I have been a Sunday School teacher now for nearly 10 years. While I have poured my heart into teaching young children about Jesus, I now question if I have poured with the same passion my own children. My kids have grown up “in church”, have sat through family Bible studies, family meetings (albeit inconsistent), went to Christian schools, assisted me in teaching, and learned a few Bible verses.

Yet my heart aches.

My 15 year-old son recently wrote in a paper for school: “I have no religion, even though I believe in God. I think it’s better to follow my own “rules” than a religion.”

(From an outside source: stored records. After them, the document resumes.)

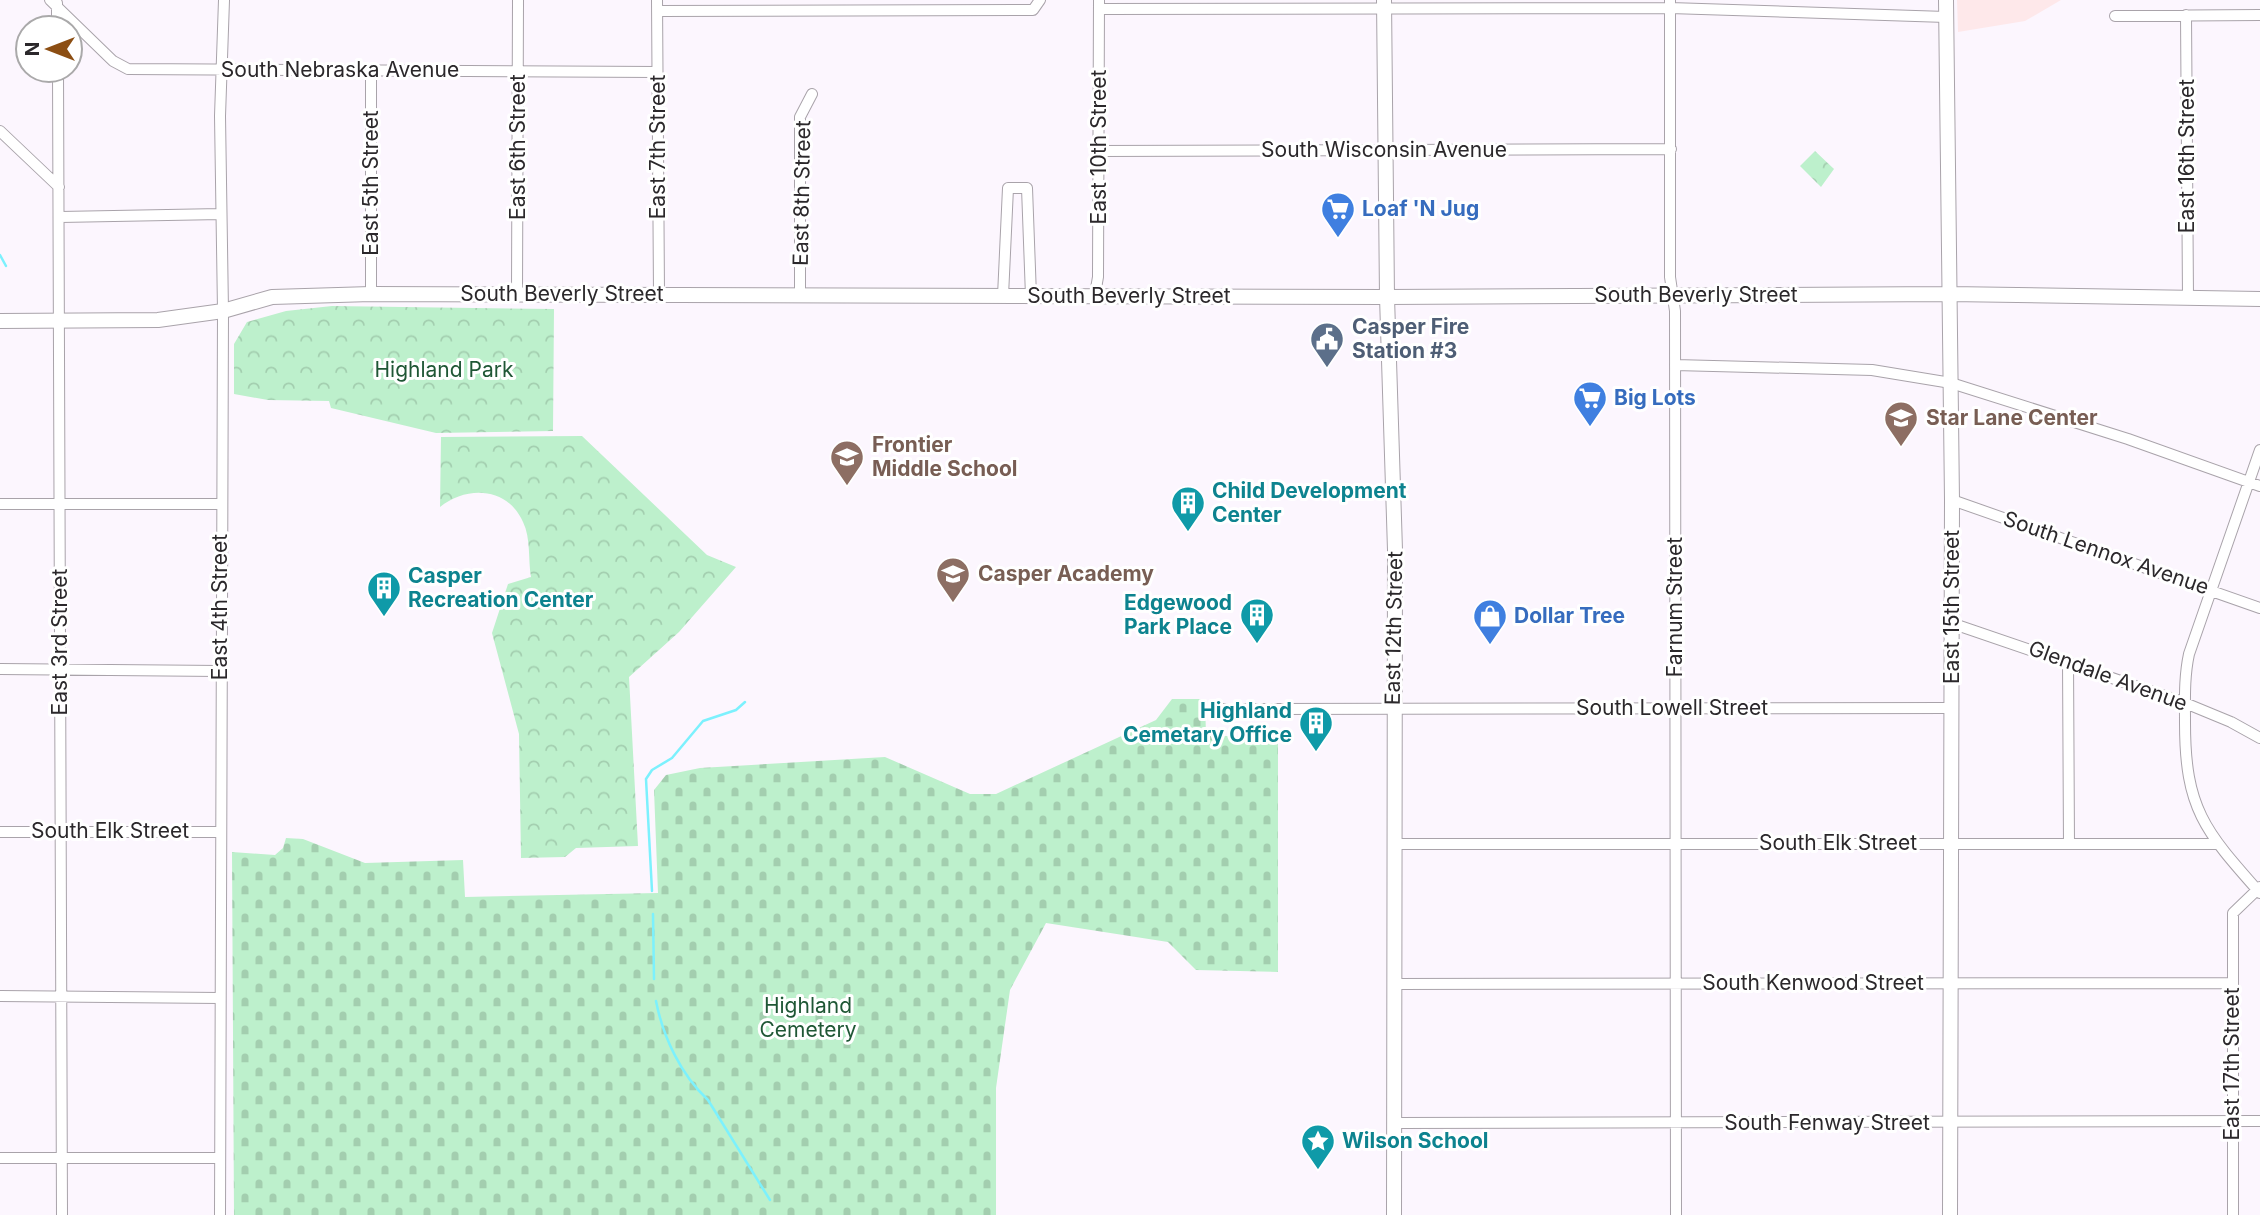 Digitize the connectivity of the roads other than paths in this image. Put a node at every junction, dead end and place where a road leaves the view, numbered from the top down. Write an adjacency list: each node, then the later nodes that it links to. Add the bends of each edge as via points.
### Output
1 (224, 0): 16 (street, East 4th Street)
2 (518, 0): 17 (street, East 6th Street)
3 (1040, 0): 6 (street, via 1033,10)
4 (1945, 0): 15 (main road, East 15th Street)
5 (54, 2): 16 (street, South Nebraska Avenue, via 120,66)
6 (919, 4): 11 (street)
7 (1099, 4): 8 (street); 25 (street, East 10th Street)
8 (1384, 4): 9 (street); 24 (main road, East 12th Street)
9 (1670, 4): 15 (street); 23 (street, Farnum Street)
10 (657, 5): 11 (street); 19 (street, East 7th Street)
11 (800, 6)
12 (2186, 15): 13 (street); 14 (street); 39 (street, East 16th Street)
13 (2260, 15)
14 (2115, 16)
15 (1946, 17): 33 (main road, East 15th Street)
16 (222, 69): 18 (street, South Nebraska Avenue); 27 (street, East 4th Street)
17 (518, 70): 18 (street, South Nebraska Avenue); 19 (street, South Nebraska Avenue); 30 (street, East 6th Street)
18 (371, 72): 29 (street, East 5th Street)
19 (657, 72): 31 (street, East 7th Street)
20 (58, 84): 26 (street, East 3rd Street)
21 (812, 94): 34 (street, East 8th Street, via 800,117)
22 (0, 131): 26 (street)
23 (1671, 149): 24 (street, South Wisconsin Avenue); 35 (street, Farnum Street)
24 (1385, 150): 25 (street, South Wisconsin Avenue); 38 (main road, East 12th Street)
25 (1098, 151): 32 (street, East 10th Street)
26 (60, 187): 28 (street, East 3rd Street)
27 (221, 214): 28 (street); 41 (street, East 4th Street)
28 (60, 217): 43 (street, East 3rd Street)
29 (371, 294): 30 (main road, South Beverly Street); 41 (main road, South Beverly Street, via 272,297)
30 (517, 294): 31 (main road, South Beverly Street)
31 (659, 294): 34 (main road, South Beverly Street)
32 (1095, 294): 37 (main road, South Beverly Street); 38 (main road, South Beverly Street)
33 (1950, 294): 35 (main road, South Beverly Street); 39 (main road, South Beverly Street); 45 (main road, East 15th Street)
34 (800, 295): 36 (main road, South Beverly Street)
35 (1672, 295): 38 (main road, South Beverly Street); 44 (street, Farnum Street)
36 (1003, 296): 37 (main road, South Beverly Street); 37 (street, via 1008,188 1027,188)
37 (1031, 296)
38 (1387, 297): 63 (main road, East 12th Street, via 1394,442)
39 (2188, 297): 40 (main road, South Beverly Street)
40 (2260, 299)
41 (223, 311): 43 (main road, South Beverly Street, via 158,320); 51 (street, East 4th Street)
42 (0, 321): 43 (main road, South Beverly Street)
43 (60, 322): 50 (street, East 3rd Street)
44 (1675, 365): 45 (street, via 1872,370); 60 (street, Farnum Street)
45 (1951, 383): 47 (street); 48 (main road, East 15th Street)
46 (2260, 450): 47 (street)
47 (2255, 484): 52 (street)
48 (1952, 500): 52 (street, South Lennox Avenue); 54 (main road, East 15th Street)
49 (0, 504): 50 (street)
50 (60, 504): 51 (street); 57 (street, East 3rd Street)
51 (220, 504): 58 (street, East 4th Street)
52 (2212, 589): 53 (street, South Lennox Avenue); 59 (street, via 2189,654)
53 (2260, 608)
54 (1951, 623): 55 (street, Glendale Avenue); 61 (main road, East 15th Street)
55 (2068, 661): 59 (street, Glendale Avenue); 71 (street)
56 (0, 669): 57 (street)
57 (60, 669): 58 (street); 65 (street, East 3rd Street)
58 (220, 671): 66 (street, East 4th Street)
59 (2185, 703): 64 (street, Glendale Avenue); 72 (street, via 2188,783 2197,812)
60 (1675, 708): 61 (street, South Lowell Street); 63 (street, South Lowell Street); 70 (street, Farnum Street)
61 (1952, 708): 68 (main road, East 15th Street)
62 (1216, 709): 63 (street, South Lowell Street)
63 (1393, 709): 69 (main road, East 12th Street)
64 (2260, 738)
65 (60, 831): 66 (street, South Elk Street); 67 (street, South Elk Street); 79 (street, East 3rd Street)
66 (220, 831): 80 (street, East 4th Street)
67 (0, 832)
68 (1951, 843): 70 (street, South Elk Street); 71 (street, South Elk Street); 75 (main road, East 15th Street)
69 (1394, 844): 70 (street, South Elk Street); 77 (main road, East 12th Street)
70 (1676, 844): 74 (street, Farnum Street)
71 (2070, 844): 72 (street, South Elk Street)
72 (2216, 844): 73 (street)
73 (2259, 890): 76 (street, East 17th Street, via 2233,913)
74 (1676, 983): 75 (street, South Kenwood Street); 77 (street, South Kenwood Street); 85 (street, Farnum Street)
75 (1952, 983): 76 (street, South Kenwood Street); 83 (main road, East 15th Street)
76 (2232, 983): 81 (street, East 17th Street)
77 (1394, 984): 84 (main road, East 12th Street)
78 (0, 996): 79 (street)
79 (60, 996): 80 (street); 87 (street, East 3rd Street)
80 (220, 998): 88 (street, East 4th Street)
81 (2232, 1121): 82 (street, South Fenway Street); 83 (street, South Fenway Street); 94 (street, East 17th Street)
82 (2260, 1121)
83 (1951, 1122): 85 (street, South Fenway Street); 93 (main road, East 15th Street)
84 (1394, 1123): 85 (street, South Fenway Street); 91 (main road, East 12th Street)
85 (1677, 1124): 92 (street, Farnum Street)
86 (0, 1158): 87 (street)
87 (61, 1158): 88 (street); 89 (street, East 3rd Street)
88 (220, 1158): 90 (street, East 4th Street)
89 (62, 1215)
90 (220, 1215)
91 (1394, 1215)
92 (1676, 1215)
93 (1950, 1215)
94 (2233, 1215)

My 12 year-old daughter seems more spiritually disengaged since starting public school. In our talks together, I am discovering that she leans towards the belief that truth is relative.  

Yes, my heart aches.

But I also understand. I remember questioning the Bible around that age. My question was simple, yet it was the basis for all of my belief. “How does the history in the Bible fit in with the history I am learning in school?” Unfortunately, at the time there was no one in my life who would either take me seriously or who knew the answer. My faith in the “stories” in the Bible was shaken. If the stories were not true, how could the rest of it be true? To me, this was a pivotal question.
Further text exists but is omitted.